Segment Start: The input

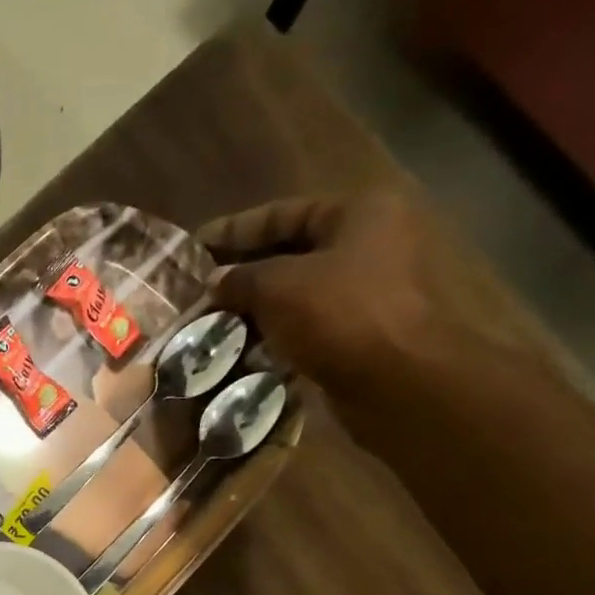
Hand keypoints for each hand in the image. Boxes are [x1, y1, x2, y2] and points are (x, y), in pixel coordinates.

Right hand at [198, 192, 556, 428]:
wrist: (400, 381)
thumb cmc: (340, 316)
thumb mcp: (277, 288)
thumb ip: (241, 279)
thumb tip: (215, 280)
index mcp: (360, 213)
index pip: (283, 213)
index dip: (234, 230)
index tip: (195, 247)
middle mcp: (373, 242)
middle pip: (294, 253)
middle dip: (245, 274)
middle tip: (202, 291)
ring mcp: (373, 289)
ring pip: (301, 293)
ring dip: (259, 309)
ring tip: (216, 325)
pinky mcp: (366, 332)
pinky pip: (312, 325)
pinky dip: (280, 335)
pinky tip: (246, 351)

Segment End: The input
Segment Start: The input

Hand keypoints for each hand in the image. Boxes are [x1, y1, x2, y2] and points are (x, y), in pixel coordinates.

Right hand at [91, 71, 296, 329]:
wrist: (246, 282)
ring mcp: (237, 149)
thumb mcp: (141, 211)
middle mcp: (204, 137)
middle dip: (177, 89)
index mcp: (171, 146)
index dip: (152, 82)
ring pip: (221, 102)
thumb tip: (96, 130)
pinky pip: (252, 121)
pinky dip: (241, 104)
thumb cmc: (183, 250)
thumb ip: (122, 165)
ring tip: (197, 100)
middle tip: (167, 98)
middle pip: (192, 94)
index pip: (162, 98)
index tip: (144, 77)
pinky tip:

Segment End: The input

» **Exercise goal**:
Where does the string "hand" occur in the data above? Copy every line that holds it.

» **Result of the exercise**:
Hand keypoints for each hand in the image. Boxes are [x1, y1, x2, y2] and points are (x, y), in pixel coordinates.
Right hand at [198, 192, 556, 428]:
Hand keypoints for each hand in the image. Boxes are [x1, y1, x2, y2] and points are (x, y), in pixel coordinates.
Right hand at [91, 71, 296, 329]:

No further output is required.